* **ACTION ITEM**: Every record below should be retyped exactly, and no picture should appear in the copy.

* **GIVEN DATA**:
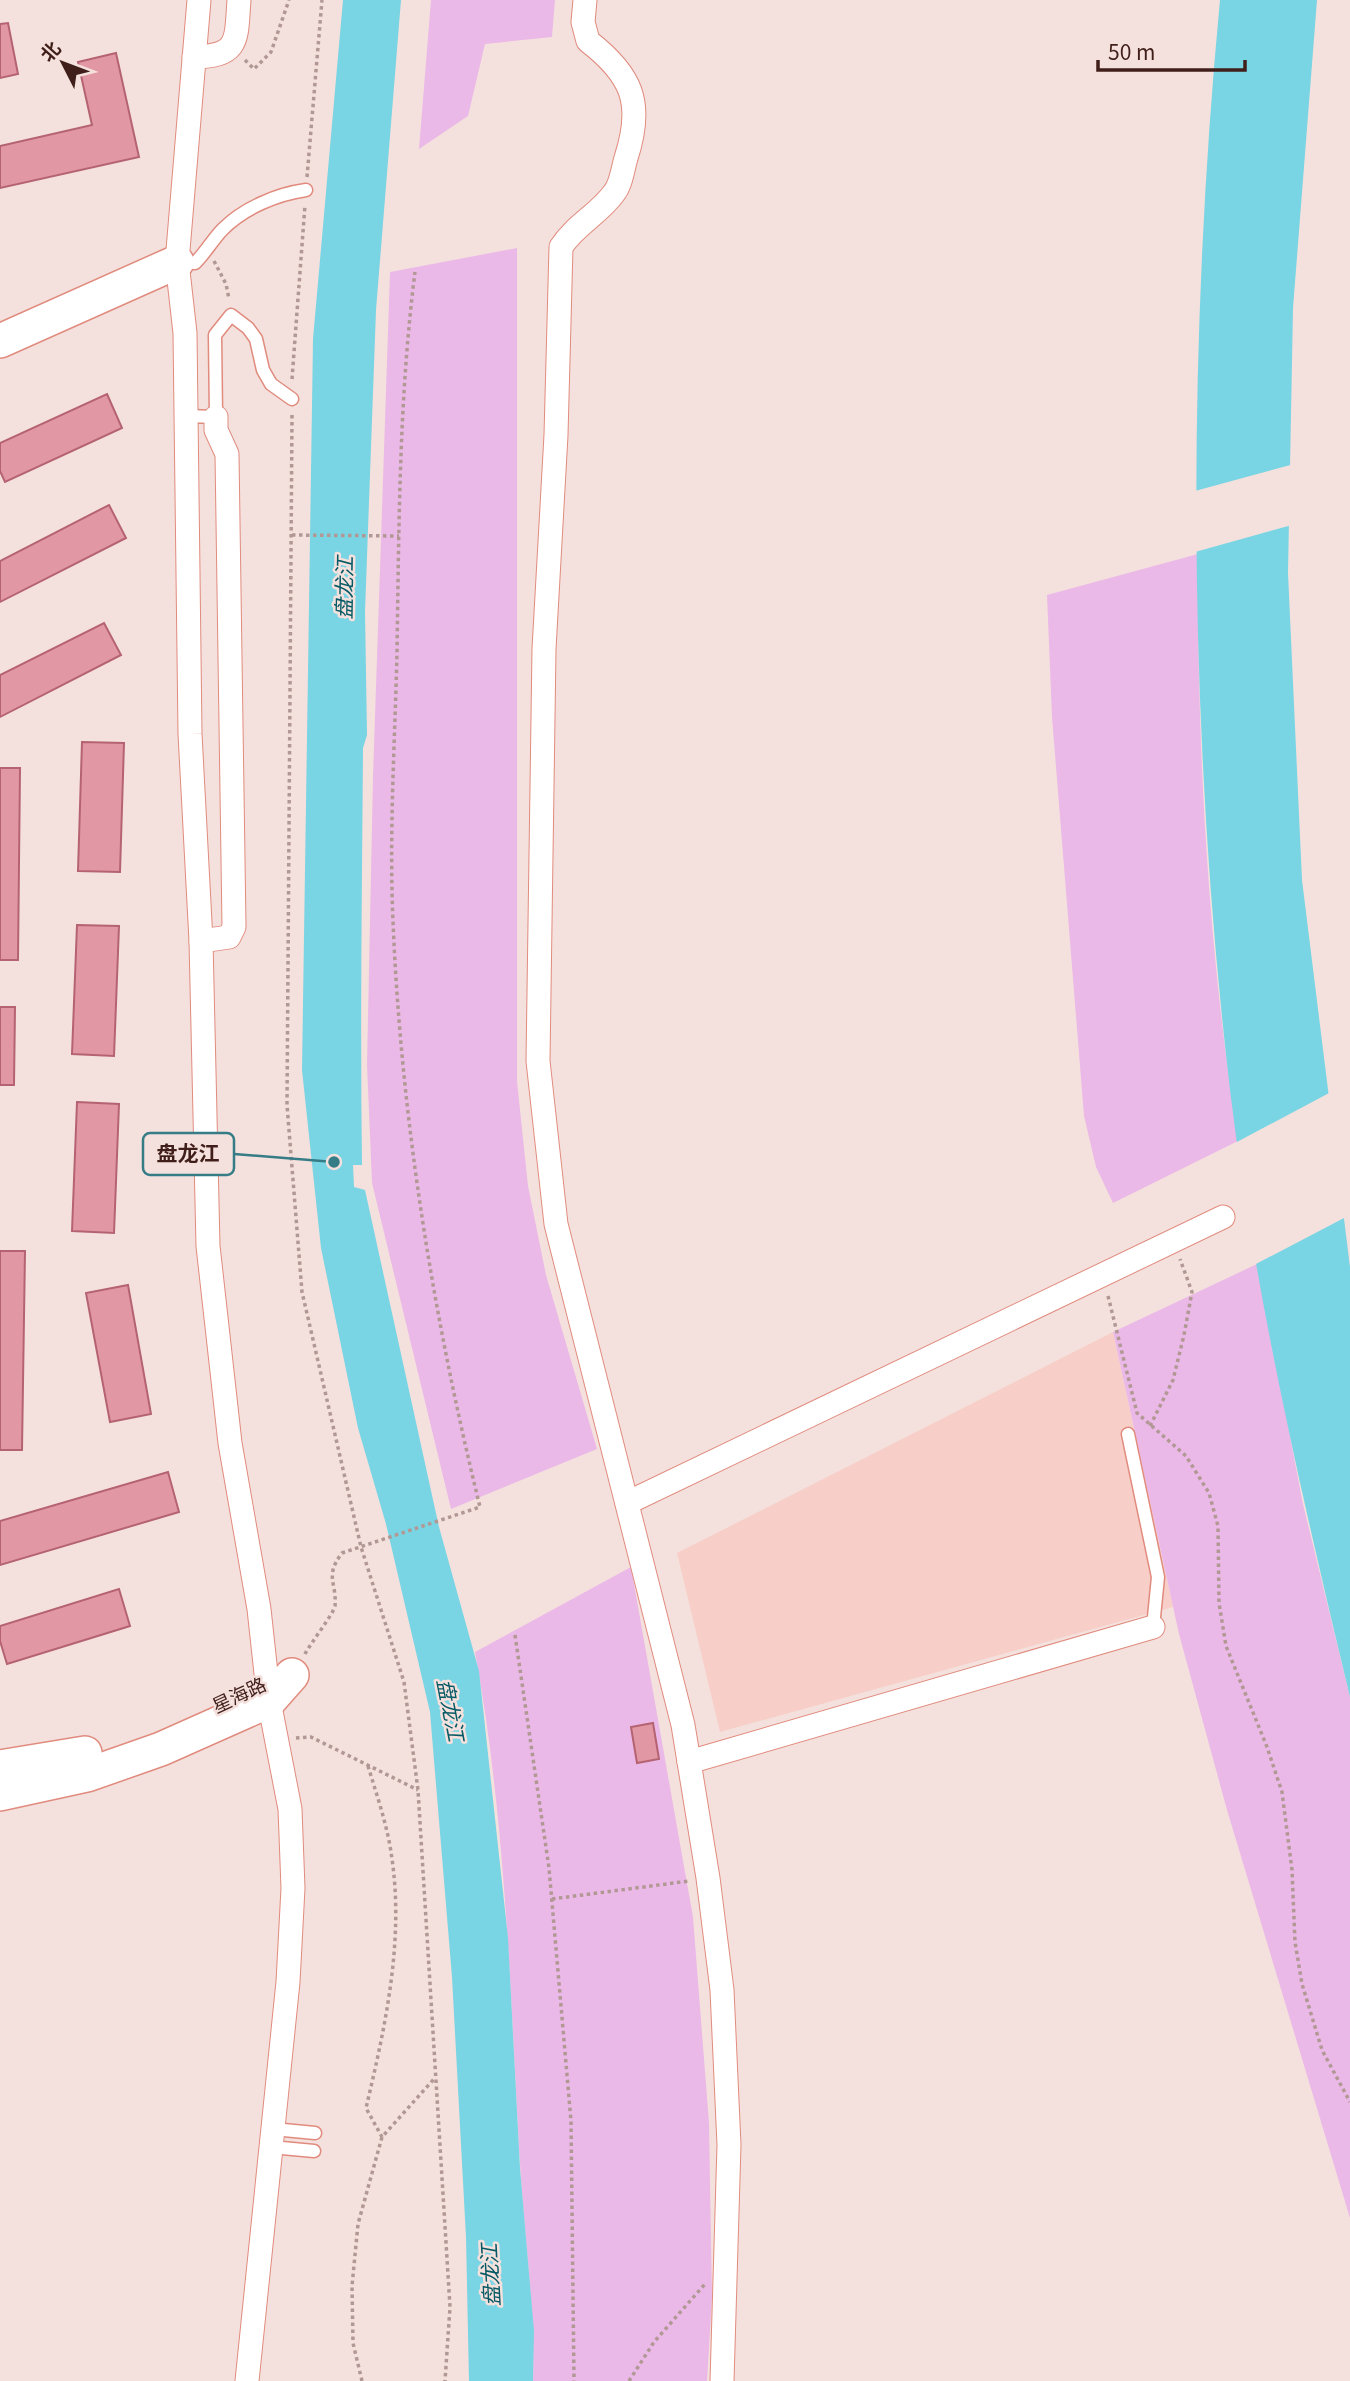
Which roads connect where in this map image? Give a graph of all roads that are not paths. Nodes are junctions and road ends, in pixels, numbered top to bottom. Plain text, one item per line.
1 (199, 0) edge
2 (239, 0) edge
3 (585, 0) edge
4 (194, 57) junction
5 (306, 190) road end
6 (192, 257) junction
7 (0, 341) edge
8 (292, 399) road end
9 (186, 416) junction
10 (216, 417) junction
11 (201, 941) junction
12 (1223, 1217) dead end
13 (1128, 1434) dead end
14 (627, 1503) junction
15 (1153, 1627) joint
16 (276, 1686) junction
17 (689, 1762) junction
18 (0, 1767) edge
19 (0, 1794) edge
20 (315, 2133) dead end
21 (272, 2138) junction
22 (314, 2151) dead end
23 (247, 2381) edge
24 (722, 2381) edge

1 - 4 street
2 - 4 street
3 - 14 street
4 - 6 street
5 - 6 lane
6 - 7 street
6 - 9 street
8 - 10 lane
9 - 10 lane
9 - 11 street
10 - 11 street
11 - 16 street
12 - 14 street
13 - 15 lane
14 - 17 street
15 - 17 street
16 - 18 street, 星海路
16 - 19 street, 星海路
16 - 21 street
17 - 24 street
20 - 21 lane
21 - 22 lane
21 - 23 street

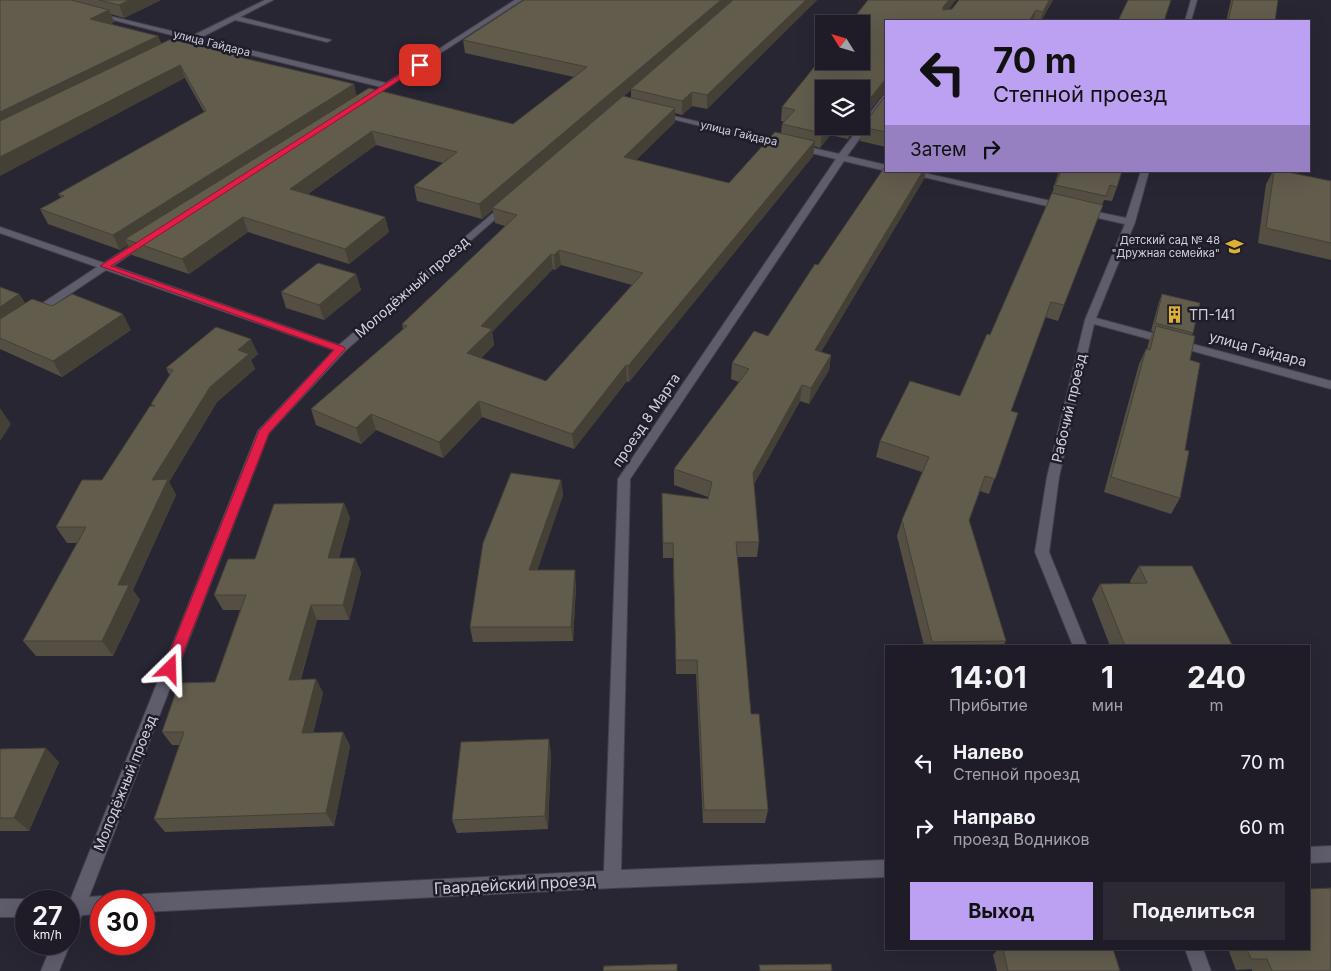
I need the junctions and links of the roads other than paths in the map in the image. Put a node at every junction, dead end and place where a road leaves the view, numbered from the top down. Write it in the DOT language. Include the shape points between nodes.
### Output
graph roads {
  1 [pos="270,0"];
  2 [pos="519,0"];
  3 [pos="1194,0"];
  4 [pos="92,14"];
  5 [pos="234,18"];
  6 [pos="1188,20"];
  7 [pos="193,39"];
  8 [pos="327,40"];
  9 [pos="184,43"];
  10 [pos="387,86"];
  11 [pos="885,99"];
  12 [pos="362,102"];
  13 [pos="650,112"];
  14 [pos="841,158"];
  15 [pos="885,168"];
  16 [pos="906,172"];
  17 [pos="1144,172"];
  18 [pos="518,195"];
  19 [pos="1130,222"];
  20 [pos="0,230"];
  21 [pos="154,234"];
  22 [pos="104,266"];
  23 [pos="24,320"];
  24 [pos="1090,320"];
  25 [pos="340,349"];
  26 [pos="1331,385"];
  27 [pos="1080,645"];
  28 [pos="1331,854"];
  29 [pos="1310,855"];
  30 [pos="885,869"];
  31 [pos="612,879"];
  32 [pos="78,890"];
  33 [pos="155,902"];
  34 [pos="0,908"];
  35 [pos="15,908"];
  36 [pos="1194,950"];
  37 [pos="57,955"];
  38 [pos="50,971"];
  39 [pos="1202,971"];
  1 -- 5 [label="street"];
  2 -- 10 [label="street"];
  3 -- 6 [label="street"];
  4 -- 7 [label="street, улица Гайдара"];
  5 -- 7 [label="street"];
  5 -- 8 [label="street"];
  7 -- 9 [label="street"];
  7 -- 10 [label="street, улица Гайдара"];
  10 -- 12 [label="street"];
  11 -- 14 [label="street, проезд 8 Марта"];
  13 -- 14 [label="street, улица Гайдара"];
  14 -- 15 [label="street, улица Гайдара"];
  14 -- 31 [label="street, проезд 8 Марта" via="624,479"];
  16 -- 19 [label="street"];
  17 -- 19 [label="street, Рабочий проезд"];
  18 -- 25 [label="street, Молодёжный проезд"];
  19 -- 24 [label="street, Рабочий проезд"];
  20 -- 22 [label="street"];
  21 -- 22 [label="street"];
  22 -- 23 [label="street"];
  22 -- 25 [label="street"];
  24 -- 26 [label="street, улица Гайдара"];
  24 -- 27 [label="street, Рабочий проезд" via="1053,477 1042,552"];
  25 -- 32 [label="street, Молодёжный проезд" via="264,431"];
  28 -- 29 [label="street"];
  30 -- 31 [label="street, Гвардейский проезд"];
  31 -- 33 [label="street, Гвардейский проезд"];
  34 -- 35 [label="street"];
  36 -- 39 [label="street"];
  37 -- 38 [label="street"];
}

* **ANSWER AREA**:
Which roads connect where in this map image? Give a graph of all roads that are not paths. Nodes are junctions and road ends, in pixels, numbered top to bottom. Plain text, one item per line.
1 (199, 0) edge
2 (239, 0) edge
3 (585, 0) edge
4 (194, 57) junction
5 (306, 190) road end
6 (192, 257) junction
7 (0, 341) edge
8 (292, 399) road end
9 (186, 416) junction
10 (216, 417) junction
11 (201, 941) junction
12 (1223, 1217) dead end
13 (1128, 1434) dead end
14 (627, 1503) junction
15 (1153, 1627) joint
16 (276, 1686) junction
17 (689, 1762) junction
18 (0, 1767) edge
19 (0, 1794) edge
20 (315, 2133) dead end
21 (272, 2138) junction
22 (314, 2151) dead end
23 (247, 2381) edge
24 (722, 2381) edge

1 - 4 street
2 - 4 street
3 - 14 street
4 - 6 street
5 - 6 lane
6 - 7 street
6 - 9 street
8 - 10 lane
9 - 10 lane
9 - 11 street
10 - 11 street
11 - 16 street
12 - 14 street
13 - 15 lane
14 - 17 street
15 - 17 street
16 - 18 street, 星海路
16 - 19 street, 星海路
16 - 21 street
17 - 24 street
20 - 21 lane
21 - 22 lane
21 - 23 street

I need the junctions and links of the roads other than paths in the map in the image. Put a node at every junction, dead end and place where a road leaves the view, numbered from the top down. Write it in the DOT language. Include the shape points between nodes.
### Output
graph roads {
  1 [pos="270,0"];
  2 [pos="519,0"];
  3 [pos="1194,0"];
  4 [pos="92,14"];
  5 [pos="234,18"];
  6 [pos="1188,20"];
  7 [pos="193,39"];
  8 [pos="327,40"];
  9 [pos="184,43"];
  10 [pos="387,86"];
  11 [pos="885,99"];
  12 [pos="362,102"];
  13 [pos="650,112"];
  14 [pos="841,158"];
  15 [pos="885,168"];
  16 [pos="906,172"];
  17 [pos="1144,172"];
  18 [pos="518,195"];
  19 [pos="1130,222"];
  20 [pos="0,230"];
  21 [pos="154,234"];
  22 [pos="104,266"];
  23 [pos="24,320"];
  24 [pos="1090,320"];
  25 [pos="340,349"];
  26 [pos="1331,385"];
  27 [pos="1080,645"];
  28 [pos="1331,854"];
  29 [pos="1310,855"];
  30 [pos="885,869"];
  31 [pos="612,879"];
  32 [pos="78,890"];
  33 [pos="155,902"];
  34 [pos="0,908"];
  35 [pos="15,908"];
  36 [pos="1194,950"];
  37 [pos="57,955"];
  38 [pos="50,971"];
  39 [pos="1202,971"];
  1 -- 5 [label="street"];
  2 -- 10 [label="street"];
  3 -- 6 [label="street"];
  4 -- 7 [label="street, улица Гайдара"];
  5 -- 7 [label="street"];
  5 -- 8 [label="street"];
  7 -- 9 [label="street"];
  7 -- 10 [label="street, улица Гайдара"];
  10 -- 12 [label="street"];
  11 -- 14 [label="street, проезд 8 Марта"];
  13 -- 14 [label="street, улица Гайдара"];
  14 -- 15 [label="street, улица Гайдара"];
  14 -- 31 [label="street, проезд 8 Марта" via="624,479"];
  16 -- 19 [label="street"];
  17 -- 19 [label="street, Рабочий проезд"];
  18 -- 25 [label="street, Молодёжный проезд"];
  19 -- 24 [label="street, Рабочий проезд"];
  20 -- 22 [label="street"];
  21 -- 22 [label="street"];
  22 -- 23 [label="street"];
  22 -- 25 [label="street"];
  24 -- 26 [label="street, улица Гайдара"];
  24 -- 27 [label="street, Рабочий проезд" via="1053,477 1042,552"];
  25 -- 32 [label="street, Молодёжный проезд" via="264,431"];
  28 -- 29 [label="street"];
  30 -- 31 [label="street, Гвардейский проезд"];
  31 -- 33 [label="street, Гвардейский проезд"];
  34 -- 35 [label="street"];
  36 -- 39 [label="street"];
  37 -- 38 [label="street"];
}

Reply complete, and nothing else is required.